## ACTIVITY
Out of the lines below, please list those that hold the string "東寧路一段".
-- RECORDS SHOWN follows --
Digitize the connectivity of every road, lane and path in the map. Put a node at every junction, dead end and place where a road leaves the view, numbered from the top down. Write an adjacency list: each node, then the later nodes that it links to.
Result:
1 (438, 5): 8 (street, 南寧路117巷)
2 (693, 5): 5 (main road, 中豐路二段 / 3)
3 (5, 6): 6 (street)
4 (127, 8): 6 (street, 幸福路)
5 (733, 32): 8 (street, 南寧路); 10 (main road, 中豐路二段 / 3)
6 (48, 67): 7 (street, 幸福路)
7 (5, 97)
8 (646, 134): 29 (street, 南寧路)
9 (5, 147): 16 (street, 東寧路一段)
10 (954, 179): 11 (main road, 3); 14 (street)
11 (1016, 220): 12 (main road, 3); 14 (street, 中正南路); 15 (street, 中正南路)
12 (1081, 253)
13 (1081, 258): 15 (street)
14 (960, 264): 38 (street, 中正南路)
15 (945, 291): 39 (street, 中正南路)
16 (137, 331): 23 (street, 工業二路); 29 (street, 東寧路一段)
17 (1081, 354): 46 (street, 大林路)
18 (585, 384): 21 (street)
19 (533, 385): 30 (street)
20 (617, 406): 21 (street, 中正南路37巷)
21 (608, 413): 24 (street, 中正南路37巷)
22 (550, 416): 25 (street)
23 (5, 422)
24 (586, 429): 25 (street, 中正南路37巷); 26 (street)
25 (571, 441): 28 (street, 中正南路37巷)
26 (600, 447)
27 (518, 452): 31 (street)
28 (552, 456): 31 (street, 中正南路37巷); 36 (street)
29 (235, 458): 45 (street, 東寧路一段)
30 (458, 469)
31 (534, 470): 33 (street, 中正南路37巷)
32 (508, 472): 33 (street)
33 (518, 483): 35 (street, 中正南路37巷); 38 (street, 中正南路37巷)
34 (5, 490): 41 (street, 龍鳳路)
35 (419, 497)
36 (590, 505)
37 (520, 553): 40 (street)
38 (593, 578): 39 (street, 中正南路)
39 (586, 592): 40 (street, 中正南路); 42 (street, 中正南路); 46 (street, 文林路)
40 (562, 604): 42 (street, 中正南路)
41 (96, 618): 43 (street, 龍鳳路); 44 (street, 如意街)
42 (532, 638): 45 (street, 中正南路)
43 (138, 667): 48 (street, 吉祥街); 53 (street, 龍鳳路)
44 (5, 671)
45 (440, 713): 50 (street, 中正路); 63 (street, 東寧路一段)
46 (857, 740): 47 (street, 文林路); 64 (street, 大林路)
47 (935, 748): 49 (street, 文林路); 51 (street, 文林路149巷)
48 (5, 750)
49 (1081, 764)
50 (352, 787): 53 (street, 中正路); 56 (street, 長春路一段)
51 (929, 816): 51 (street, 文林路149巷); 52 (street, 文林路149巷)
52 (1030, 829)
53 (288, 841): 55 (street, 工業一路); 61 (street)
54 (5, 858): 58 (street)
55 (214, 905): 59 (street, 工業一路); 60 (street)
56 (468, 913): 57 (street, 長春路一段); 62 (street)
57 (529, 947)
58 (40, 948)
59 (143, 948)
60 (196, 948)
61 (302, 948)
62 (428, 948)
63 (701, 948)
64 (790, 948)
-- RECORDS SHOWN concluded --
## OUTPUT FOR THIS TASK
9 (5, 147): 16 (street, 東寧路一段)
16 (137, 331): 23 (street, 工業二路); 29 (street, 東寧路一段)
29 (235, 458): 45 (street, 東寧路一段)
45 (440, 713): 50 (street, 中正路); 63 (street, 東寧路一段)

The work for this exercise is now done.